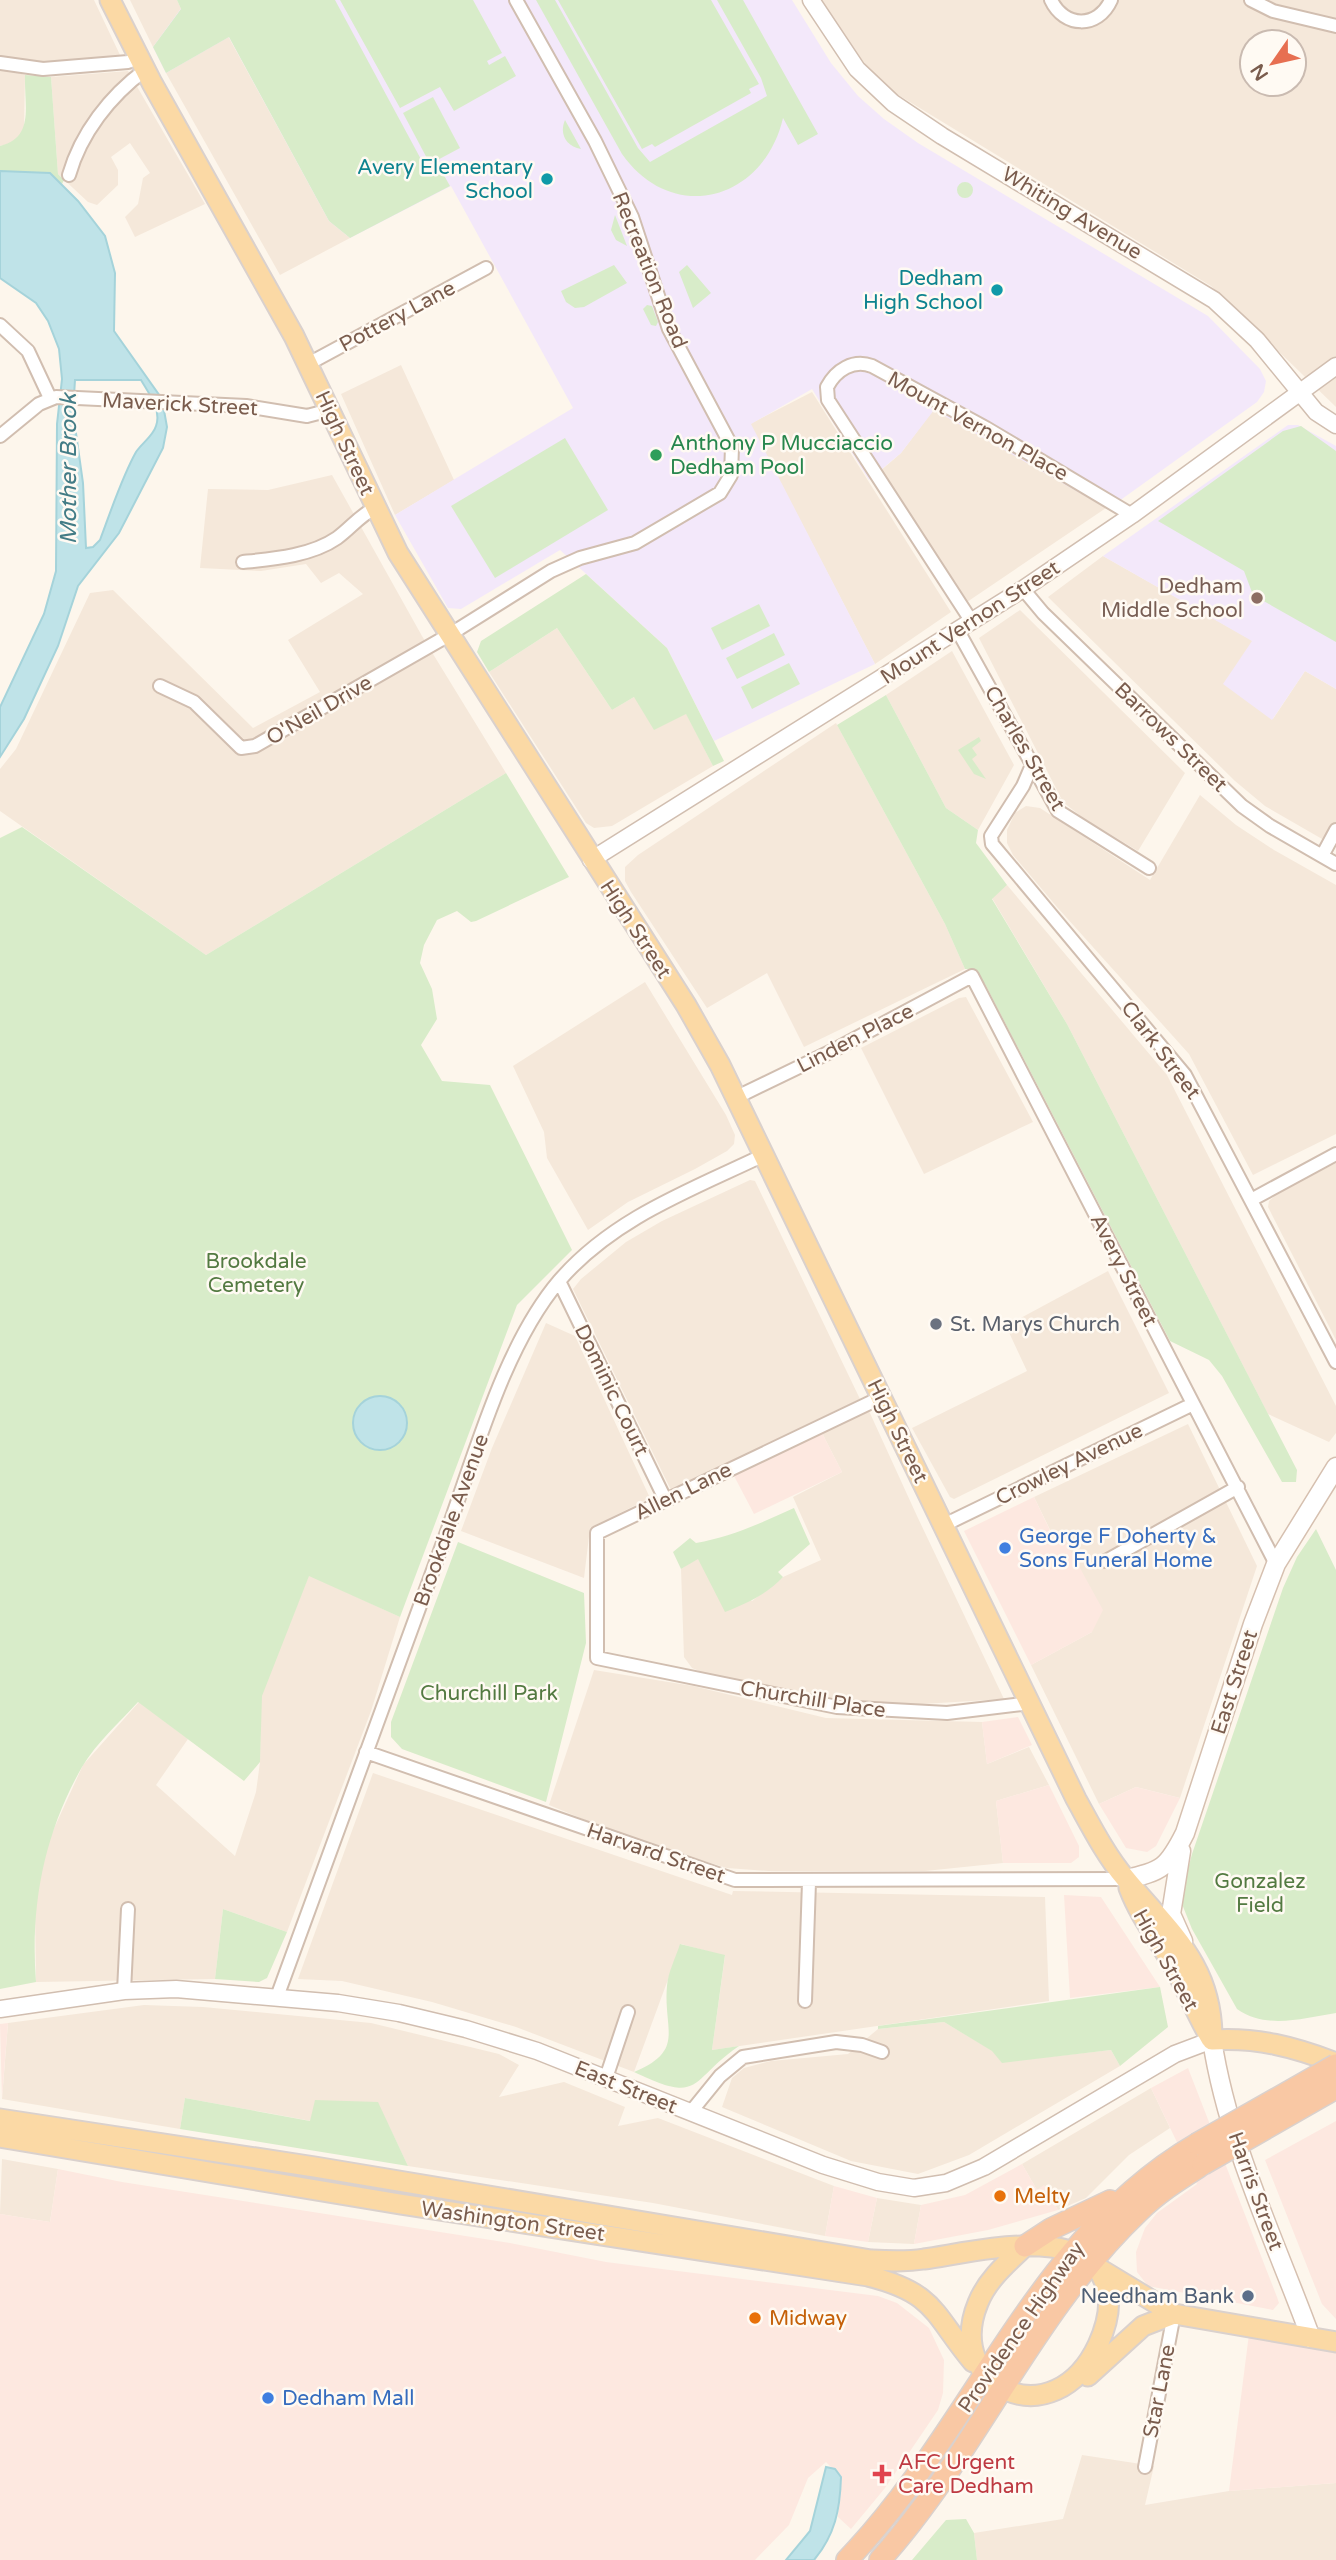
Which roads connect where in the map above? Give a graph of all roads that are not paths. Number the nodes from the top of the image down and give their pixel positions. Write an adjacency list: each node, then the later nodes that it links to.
1 (110, 0): 9 (main road, High Street)
2 (516, 0): 26 (street, Recreation Road)
3 (811, 0): 15 (street, Whiting Avenue)
4 (1051, 0): 5 (street)
5 (1111, 0)
6 (1251, 0): 7 (street)
7 (1336, 26)
8 (0, 63): 9 (street)
9 (142, 64): 10 (street); 13 (main road, High Street)
10 (69, 175)
11 (486, 268): 13 (street, Pottery Lane)
12 (0, 324): 16 (street)
13 (308, 364): 17 (main road, High Street)
14 (1336, 366): 15 (street, Mount Vernon Street)
15 (1300, 394): 18 (street, Whiting Avenue); 21 (street, Mount Vernon Street)
16 (53, 398): 17 (street, Maverick Street); 19 (street)
17 (330, 410): 20 (main road, High Street)
18 (1336, 425)
19 (0, 436)
20 (375, 508): 22 (street); 26 (main road, High Street)
21 (1132, 515): 23 (street, Mount Vernon Street); 24 (street, Mount Vernon Place)
22 (243, 562)
23 (1023, 589): 24 (street, Mount Vernon Street); 30 (street, Barrows Street)
24 (972, 622): 25 (street, Mount Vernon Street)
25 (958, 631): 28 (street, Charles Street); 31 (street, Mount Vernon Street)
26 (449, 635): 27 (street, O'Neil Drive); 31 (main road, High Street)
27 (160, 686)
28 (1032, 765): 33 (street, Charles Street); 38 (street, Clark Street)
29 (1336, 830): 30 (street)
30 (1322, 856): 32 (street, Barrows Street)
31 (591, 860): 35 (main road, High Street)
32 (1336, 864)
33 (1149, 868)
34 (972, 976): 35 (street, Linden Place); 42 (street, Avery Street)
35 (737, 1097): 37 (main road, High Street)
36 (1336, 1154): 38 (street)
37 (764, 1155): 39 (street, Brookdale Avenue); 41 (main road, High Street)
38 (1251, 1200): 40 (street, Clark Street)
39 (559, 1281): 45 (street, Dominic Court); 51 (street, Brookdale Avenue)
40 (1336, 1362)
41 (882, 1397): 45 (street, Allen Lane); 46 (main road, High Street)
42 (1194, 1404): 44 (street, Avery Street); 46 (street, Crowley Avenue)
43 (1336, 1467): 48 (main road, East Street)
44 (1238, 1488): 47 (street); 48 (street, Avery Street)
45 (665, 1499): 49 (street, Allen Lane)
46 (944, 1525): 50 (main road, High Street)
47 (1106, 1561)
48 (1276, 1564): 52 (main road, East Street)
49 (597, 1658): 50 (street, Churchill Place)
50 (1031, 1703): 53 (main road, High Street)
51 (366, 1752): 54 (street, Harvard Street); 58 (street, Brookdale Avenue)
52 (1185, 1833): 53 (main road, East Street); 56 (main road)
53 (1125, 1879): 54 (street, Harvard Street); 56 (main road, High Street); 62 (main road, High Street)
54 (809, 1882): 59 (street)
55 (128, 1909): 57 (street)
56 (1190, 1955): 62 (main road, High Street)
57 (124, 1992): 58 (street, East Street); 60 (street, East Street)
58 (277, 1997): 65 (street, East Street)
59 (805, 2001)
60 (0, 2009)
61 (628, 2012): 65 (street)
62 (1212, 2040): 64 (main road); 67 (street, East Street); 76 (main road, Harris Street)
63 (883, 2052): 67 (street)
64 (1336, 2064): 70 (highway, Providence Highway, bridge)
65 (606, 2078): 67 (street, East Street)
66 (1336, 2088): 70 (highway, Providence Highway, bridge)
67 (690, 2113)
68 (0, 2119): 72 (main road, Washington Street)
69 (0, 2137): 78 (main road, Washington Street)
70 (1200, 2154): 71 (highway, Providence Highway); 74 (highway, Providence Highway)
71 (1125, 2194): 72 (highway); 73 (highway, Providence Highway)
72 (1025, 2246): 73 (main road, Washington Street); 78 (main road)
73 (1070, 2252): 74 (main road); 78 (highway, Providence Highway)
74 (1091, 2263): 75 (main road); 79 (highway, Providence Highway); 80 (main road)
75 (1174, 2314): 76 (main road); 80 (main road); 81 (street, Star Lane)
76 (1311, 2338): 77 (main road)
77 (1336, 2342)
78 (985, 2375): 79 (main road, Washington Street); 82 (highway, Providence Highway)
79 (1004, 2389): 80 (main road); 83 (highway, Providence Highway)
80 (1056, 2392)
81 (1145, 2467)
82 (847, 2560)
83 (880, 2560)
=-=-=
EXERCISE REQUIREMENTS:
Exclude all images and retype the data precisely.

TASK SOLUTION:
Which roads connect where in the map above? Give a graph of all roads that are not paths. Number the nodes from the top of the image down and give their pixel positions. Write an adjacency list: each node, then the later nodes that it links to.
1 (110, 0): 9 (main road, High Street)
2 (516, 0): 26 (street, Recreation Road)
3 (811, 0): 15 (street, Whiting Avenue)
4 (1051, 0): 5 (street)
5 (1111, 0)
6 (1251, 0): 7 (street)
7 (1336, 26)
8 (0, 63): 9 (street)
9 (142, 64): 10 (street); 13 (main road, High Street)
10 (69, 175)
11 (486, 268): 13 (street, Pottery Lane)
12 (0, 324): 16 (street)
13 (308, 364): 17 (main road, High Street)
14 (1336, 366): 15 (street, Mount Vernon Street)
15 (1300, 394): 18 (street, Whiting Avenue); 21 (street, Mount Vernon Street)
16 (53, 398): 17 (street, Maverick Street); 19 (street)
17 (330, 410): 20 (main road, High Street)
18 (1336, 425)
19 (0, 436)
20 (375, 508): 22 (street); 26 (main road, High Street)
21 (1132, 515): 23 (street, Mount Vernon Street); 24 (street, Mount Vernon Place)
22 (243, 562)
23 (1023, 589): 24 (street, Mount Vernon Street); 30 (street, Barrows Street)
24 (972, 622): 25 (street, Mount Vernon Street)
25 (958, 631): 28 (street, Charles Street); 31 (street, Mount Vernon Street)
26 (449, 635): 27 (street, O'Neil Drive); 31 (main road, High Street)
27 (160, 686)
28 (1032, 765): 33 (street, Charles Street); 38 (street, Clark Street)
29 (1336, 830): 30 (street)
30 (1322, 856): 32 (street, Barrows Street)
31 (591, 860): 35 (main road, High Street)
32 (1336, 864)
33 (1149, 868)
34 (972, 976): 35 (street, Linden Place); 42 (street, Avery Street)
35 (737, 1097): 37 (main road, High Street)
36 (1336, 1154): 38 (street)
37 (764, 1155): 39 (street, Brookdale Avenue); 41 (main road, High Street)
38 (1251, 1200): 40 (street, Clark Street)
39 (559, 1281): 45 (street, Dominic Court); 51 (street, Brookdale Avenue)
40 (1336, 1362)
41 (882, 1397): 45 (street, Allen Lane); 46 (main road, High Street)
42 (1194, 1404): 44 (street, Avery Street); 46 (street, Crowley Avenue)
43 (1336, 1467): 48 (main road, East Street)
44 (1238, 1488): 47 (street); 48 (street, Avery Street)
45 (665, 1499): 49 (street, Allen Lane)
46 (944, 1525): 50 (main road, High Street)
47 (1106, 1561)
48 (1276, 1564): 52 (main road, East Street)
49 (597, 1658): 50 (street, Churchill Place)
50 (1031, 1703): 53 (main road, High Street)
51 (366, 1752): 54 (street, Harvard Street); 58 (street, Brookdale Avenue)
52 (1185, 1833): 53 (main road, East Street); 56 (main road)
53 (1125, 1879): 54 (street, Harvard Street); 56 (main road, High Street); 62 (main road, High Street)
54 (809, 1882): 59 (street)
55 (128, 1909): 57 (street)
56 (1190, 1955): 62 (main road, High Street)
57 (124, 1992): 58 (street, East Street); 60 (street, East Street)
58 (277, 1997): 65 (street, East Street)
59 (805, 2001)
60 (0, 2009)
61 (628, 2012): 65 (street)
62 (1212, 2040): 64 (main road); 67 (street, East Street); 76 (main road, Harris Street)
63 (883, 2052): 67 (street)
64 (1336, 2064): 70 (highway, Providence Highway, bridge)
65 (606, 2078): 67 (street, East Street)
66 (1336, 2088): 70 (highway, Providence Highway, bridge)
67 (690, 2113)
68 (0, 2119): 72 (main road, Washington Street)
69 (0, 2137): 78 (main road, Washington Street)
70 (1200, 2154): 71 (highway, Providence Highway); 74 (highway, Providence Highway)
71 (1125, 2194): 72 (highway); 73 (highway, Providence Highway)
72 (1025, 2246): 73 (main road, Washington Street); 78 (main road)
73 (1070, 2252): 74 (main road); 78 (highway, Providence Highway)
74 (1091, 2263): 75 (main road); 79 (highway, Providence Highway); 80 (main road)
75 (1174, 2314): 76 (main road); 80 (main road); 81 (street, Star Lane)
76 (1311, 2338): 77 (main road)
77 (1336, 2342)
78 (985, 2375): 79 (main road, Washington Street); 82 (highway, Providence Highway)
79 (1004, 2389): 80 (main road); 83 (highway, Providence Highway)
80 (1056, 2392)
81 (1145, 2467)
82 (847, 2560)
83 (880, 2560)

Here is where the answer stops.